Baseline Integration of Castle

This guide serves as an outline to the integration steps needed for a baseline integration. It also details how Castle will expose your existing security blind spots and how you can leverage Castle’s tools to ensure your users are protected.

Step 1. Castle.js

Castle.js profiles browser and app properties to build unique device fingerprints, as well as monitors UI interaction to detect bots and scripted logins.

<script src="https://d2t77mnxyo7adj.cloudfront.net/v1/c.js"></script>
<script>
  // Your Castle App ID
  _castle('setAppId', '451236789012343');

  // Use your favorite templating language to inject the user ID
  <% if user_logged_in? %>
    _castle('identify', '<%= current_user.id %>');
  <% end %>
</script>

Placement on the page

The Castle.js script tag must be added to the <head> tag of the HTML to ensure all site visitors (and bots) are profiled before logging in to a user account. We recommend adding Castle.js as high up in the head tag as possible, before the code for any analytics or A/B testing platforms. Using a tag manager such as GTM is not recommended.

On what pages?

The JavaScript snippet should go into as many pages of your site as possible; both before and after the user is authenticated, including the landing page of your website. At a very minimum, you should place it on the page of the login form.

npm Package

If you want to optimize page load speed, you can use the npm package and bundle Castle.js with the rest of your JavaScripts.

Step 2. Server-side SDK

This event tracking enriches Castle’s fingerprinting and serves to spot botnet or machine automated attacks on your application. A spike in failed login attempts for example, is indicative of a brute force or credential stuffing attack and allows you to make use of Castle’s auto-mitigation tools to defend against hacking attempts.

For optimal performance, you should disable any dynamic authentication logic such as IP rate limiting or WAF rules, as well as remove any CAPTCHA prompts after you've added the login tracking.

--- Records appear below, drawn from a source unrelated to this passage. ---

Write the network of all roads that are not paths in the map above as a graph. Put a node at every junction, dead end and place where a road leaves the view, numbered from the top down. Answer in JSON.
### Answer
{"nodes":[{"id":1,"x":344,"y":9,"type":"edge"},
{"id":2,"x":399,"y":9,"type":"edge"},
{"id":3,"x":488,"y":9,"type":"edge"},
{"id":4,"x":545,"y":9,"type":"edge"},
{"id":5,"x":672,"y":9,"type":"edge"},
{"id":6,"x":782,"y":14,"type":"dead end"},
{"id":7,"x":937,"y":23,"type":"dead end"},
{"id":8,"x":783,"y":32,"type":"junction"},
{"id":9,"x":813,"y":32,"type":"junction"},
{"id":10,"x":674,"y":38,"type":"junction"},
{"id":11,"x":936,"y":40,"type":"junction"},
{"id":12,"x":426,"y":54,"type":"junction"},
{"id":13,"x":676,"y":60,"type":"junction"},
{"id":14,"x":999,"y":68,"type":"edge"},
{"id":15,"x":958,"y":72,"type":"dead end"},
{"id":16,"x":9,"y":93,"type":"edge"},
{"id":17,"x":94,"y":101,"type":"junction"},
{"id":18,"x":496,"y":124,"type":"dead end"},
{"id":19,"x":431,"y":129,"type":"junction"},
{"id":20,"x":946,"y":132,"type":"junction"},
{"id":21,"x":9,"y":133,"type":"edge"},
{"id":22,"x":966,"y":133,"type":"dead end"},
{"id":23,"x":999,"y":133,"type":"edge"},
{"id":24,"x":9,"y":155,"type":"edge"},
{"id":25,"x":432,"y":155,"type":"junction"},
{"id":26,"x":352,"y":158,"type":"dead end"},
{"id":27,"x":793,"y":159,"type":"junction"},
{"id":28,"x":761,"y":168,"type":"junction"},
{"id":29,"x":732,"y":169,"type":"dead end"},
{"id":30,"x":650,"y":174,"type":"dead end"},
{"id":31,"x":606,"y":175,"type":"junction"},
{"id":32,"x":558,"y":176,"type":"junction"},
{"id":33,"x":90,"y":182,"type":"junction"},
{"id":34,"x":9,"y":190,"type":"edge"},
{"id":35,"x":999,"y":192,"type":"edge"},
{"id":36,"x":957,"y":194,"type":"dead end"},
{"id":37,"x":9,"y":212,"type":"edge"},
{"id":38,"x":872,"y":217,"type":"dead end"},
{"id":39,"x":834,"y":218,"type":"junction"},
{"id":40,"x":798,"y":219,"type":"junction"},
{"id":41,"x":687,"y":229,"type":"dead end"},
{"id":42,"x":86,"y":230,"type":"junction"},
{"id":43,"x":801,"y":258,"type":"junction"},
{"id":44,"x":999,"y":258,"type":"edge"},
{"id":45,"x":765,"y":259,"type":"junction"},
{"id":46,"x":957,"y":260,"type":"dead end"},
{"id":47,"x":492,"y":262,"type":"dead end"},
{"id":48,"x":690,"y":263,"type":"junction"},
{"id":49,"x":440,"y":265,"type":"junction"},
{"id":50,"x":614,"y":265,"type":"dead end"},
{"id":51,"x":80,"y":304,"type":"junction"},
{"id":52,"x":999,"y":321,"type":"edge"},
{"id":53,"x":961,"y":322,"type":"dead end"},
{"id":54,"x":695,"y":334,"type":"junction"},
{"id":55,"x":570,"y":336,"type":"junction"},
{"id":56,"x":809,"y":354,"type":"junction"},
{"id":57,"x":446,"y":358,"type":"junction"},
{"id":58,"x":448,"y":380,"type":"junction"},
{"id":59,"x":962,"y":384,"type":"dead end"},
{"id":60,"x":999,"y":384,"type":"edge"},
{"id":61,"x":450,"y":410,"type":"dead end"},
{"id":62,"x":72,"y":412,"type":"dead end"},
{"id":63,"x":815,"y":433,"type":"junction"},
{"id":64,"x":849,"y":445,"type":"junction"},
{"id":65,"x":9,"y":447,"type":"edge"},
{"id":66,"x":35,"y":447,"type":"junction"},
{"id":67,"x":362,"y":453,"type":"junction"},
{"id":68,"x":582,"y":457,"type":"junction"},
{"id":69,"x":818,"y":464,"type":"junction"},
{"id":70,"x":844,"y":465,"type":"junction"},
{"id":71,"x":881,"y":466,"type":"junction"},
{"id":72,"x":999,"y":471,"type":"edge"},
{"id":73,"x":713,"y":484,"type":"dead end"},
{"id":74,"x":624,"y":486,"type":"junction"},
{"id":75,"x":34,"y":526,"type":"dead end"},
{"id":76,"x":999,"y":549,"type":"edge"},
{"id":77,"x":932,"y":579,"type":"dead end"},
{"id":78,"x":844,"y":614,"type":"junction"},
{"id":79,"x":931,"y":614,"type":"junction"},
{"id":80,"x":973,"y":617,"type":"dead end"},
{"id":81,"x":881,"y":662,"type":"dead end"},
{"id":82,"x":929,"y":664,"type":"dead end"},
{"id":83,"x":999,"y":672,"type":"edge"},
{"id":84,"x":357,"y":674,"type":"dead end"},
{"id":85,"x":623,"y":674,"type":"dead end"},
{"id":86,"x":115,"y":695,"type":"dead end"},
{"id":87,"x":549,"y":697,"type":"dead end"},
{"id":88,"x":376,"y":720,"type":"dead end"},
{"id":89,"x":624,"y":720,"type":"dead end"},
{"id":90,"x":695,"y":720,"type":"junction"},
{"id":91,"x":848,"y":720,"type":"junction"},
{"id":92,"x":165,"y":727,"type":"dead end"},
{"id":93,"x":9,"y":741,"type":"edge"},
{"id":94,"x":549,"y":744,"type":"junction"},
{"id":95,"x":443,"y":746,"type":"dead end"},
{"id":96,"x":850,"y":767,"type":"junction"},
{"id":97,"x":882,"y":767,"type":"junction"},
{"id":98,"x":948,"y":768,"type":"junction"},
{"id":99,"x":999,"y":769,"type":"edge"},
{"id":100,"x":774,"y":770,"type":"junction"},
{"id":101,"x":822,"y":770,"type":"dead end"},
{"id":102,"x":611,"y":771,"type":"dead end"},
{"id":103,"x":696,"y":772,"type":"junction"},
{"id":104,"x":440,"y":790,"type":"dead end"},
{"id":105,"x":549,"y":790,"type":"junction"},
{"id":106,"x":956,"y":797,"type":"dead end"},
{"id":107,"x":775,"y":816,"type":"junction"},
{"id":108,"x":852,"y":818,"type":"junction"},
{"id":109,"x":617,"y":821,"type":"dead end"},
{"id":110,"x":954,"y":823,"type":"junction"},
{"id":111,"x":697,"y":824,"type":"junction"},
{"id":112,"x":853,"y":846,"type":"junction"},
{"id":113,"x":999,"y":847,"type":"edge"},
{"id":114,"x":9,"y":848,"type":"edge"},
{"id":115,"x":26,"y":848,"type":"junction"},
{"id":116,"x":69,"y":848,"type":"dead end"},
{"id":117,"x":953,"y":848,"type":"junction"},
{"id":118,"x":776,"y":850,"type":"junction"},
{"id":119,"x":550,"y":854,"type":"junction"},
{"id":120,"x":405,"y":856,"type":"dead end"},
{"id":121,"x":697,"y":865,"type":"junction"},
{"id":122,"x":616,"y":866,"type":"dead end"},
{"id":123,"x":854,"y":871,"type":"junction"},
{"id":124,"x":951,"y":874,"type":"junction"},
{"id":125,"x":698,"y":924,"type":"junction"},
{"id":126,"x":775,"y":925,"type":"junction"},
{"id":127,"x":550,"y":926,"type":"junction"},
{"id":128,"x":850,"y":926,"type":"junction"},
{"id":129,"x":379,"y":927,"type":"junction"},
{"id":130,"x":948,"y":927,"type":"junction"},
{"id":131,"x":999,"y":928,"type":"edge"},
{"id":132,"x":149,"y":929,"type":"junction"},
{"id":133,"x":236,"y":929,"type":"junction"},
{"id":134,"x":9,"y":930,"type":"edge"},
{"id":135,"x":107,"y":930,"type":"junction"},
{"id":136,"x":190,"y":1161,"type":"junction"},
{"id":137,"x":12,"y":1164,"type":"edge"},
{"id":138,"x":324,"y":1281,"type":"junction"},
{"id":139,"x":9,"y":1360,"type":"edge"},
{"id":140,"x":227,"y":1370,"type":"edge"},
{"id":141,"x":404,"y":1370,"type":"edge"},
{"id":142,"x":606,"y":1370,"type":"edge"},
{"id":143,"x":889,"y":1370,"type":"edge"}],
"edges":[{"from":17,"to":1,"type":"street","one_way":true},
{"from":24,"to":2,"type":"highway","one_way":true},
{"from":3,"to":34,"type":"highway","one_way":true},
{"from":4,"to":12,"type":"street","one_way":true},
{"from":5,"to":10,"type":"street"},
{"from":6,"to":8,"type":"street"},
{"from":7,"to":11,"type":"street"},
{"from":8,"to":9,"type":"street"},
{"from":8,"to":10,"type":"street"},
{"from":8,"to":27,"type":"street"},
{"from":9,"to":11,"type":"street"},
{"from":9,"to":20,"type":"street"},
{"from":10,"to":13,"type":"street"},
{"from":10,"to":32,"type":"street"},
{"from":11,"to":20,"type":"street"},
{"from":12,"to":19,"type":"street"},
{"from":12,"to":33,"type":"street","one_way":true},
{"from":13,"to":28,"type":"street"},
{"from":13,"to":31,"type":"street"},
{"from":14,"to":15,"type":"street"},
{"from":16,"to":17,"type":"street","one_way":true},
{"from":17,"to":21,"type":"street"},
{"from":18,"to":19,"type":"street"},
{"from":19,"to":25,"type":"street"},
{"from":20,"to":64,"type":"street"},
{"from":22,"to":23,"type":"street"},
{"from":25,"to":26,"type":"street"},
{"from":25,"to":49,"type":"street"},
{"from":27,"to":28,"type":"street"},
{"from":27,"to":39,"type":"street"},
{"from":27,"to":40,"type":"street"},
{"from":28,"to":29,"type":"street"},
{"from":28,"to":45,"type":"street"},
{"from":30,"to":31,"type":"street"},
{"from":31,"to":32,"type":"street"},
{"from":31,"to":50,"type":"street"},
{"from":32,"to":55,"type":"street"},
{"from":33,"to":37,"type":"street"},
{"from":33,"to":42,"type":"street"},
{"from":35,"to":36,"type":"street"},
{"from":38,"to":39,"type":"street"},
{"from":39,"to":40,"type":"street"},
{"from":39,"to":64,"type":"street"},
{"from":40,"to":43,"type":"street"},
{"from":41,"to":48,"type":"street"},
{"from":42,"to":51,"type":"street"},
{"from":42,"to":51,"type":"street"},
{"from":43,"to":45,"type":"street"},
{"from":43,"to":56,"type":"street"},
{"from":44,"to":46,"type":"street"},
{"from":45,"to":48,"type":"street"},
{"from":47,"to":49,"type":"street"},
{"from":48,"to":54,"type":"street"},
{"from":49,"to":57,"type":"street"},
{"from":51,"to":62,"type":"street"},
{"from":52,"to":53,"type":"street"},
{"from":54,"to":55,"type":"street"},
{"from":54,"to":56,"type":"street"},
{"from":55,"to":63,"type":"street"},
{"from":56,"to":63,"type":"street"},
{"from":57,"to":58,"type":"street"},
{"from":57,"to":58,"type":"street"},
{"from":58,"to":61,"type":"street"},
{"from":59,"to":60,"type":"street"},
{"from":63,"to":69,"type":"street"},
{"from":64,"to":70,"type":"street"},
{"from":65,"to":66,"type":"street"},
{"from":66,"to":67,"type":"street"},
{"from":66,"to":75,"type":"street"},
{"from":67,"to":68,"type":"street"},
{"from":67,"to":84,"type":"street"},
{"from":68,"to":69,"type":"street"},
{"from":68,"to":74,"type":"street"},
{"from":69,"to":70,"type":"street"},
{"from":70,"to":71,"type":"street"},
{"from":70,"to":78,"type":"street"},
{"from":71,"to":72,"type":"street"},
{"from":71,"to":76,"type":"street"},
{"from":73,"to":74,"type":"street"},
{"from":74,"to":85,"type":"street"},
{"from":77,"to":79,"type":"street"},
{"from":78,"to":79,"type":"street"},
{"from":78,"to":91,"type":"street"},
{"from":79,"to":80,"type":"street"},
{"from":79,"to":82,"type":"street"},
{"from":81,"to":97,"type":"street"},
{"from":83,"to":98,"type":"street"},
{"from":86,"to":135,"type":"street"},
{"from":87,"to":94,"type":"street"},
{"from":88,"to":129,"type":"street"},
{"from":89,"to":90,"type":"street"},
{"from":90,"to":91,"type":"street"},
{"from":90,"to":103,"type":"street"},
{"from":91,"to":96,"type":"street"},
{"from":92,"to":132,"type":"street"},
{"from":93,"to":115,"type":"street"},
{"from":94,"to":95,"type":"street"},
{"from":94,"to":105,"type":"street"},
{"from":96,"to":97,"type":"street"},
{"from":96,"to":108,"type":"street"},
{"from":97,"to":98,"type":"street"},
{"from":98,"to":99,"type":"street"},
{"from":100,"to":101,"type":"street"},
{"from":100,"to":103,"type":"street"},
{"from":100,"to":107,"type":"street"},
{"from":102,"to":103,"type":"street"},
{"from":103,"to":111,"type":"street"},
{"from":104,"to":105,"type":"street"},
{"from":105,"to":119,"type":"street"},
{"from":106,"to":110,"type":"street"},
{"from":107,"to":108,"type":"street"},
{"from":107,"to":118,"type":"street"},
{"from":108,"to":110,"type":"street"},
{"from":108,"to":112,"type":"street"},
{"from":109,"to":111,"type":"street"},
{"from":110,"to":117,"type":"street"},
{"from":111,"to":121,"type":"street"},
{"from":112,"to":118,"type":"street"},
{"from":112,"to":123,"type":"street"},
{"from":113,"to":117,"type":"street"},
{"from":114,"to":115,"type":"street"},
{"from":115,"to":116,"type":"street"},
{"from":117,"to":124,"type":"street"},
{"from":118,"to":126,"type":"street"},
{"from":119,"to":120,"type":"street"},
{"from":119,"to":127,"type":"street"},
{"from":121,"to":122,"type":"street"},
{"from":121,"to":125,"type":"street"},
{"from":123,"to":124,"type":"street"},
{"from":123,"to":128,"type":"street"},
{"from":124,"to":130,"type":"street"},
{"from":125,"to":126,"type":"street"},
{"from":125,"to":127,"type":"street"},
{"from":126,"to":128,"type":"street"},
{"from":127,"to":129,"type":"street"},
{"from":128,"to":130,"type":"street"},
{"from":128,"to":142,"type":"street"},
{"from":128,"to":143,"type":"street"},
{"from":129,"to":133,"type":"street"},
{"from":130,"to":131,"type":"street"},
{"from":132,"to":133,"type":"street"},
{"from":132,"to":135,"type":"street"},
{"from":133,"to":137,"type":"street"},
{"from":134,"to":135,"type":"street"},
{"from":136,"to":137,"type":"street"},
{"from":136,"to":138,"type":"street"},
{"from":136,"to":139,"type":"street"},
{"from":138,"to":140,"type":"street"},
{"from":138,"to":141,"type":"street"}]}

Mechanisms like these will "hide" malicious traffic from Castle.

Fetch your API Secret from the Castle Dashboard and then install and configure the server-side SDK:

Step 3. authenticate successful login attempts

Whenever you make a call to Castle’s authenticate endpoint, you'll receive a recommended action on whether to allow, challenge or deny the event.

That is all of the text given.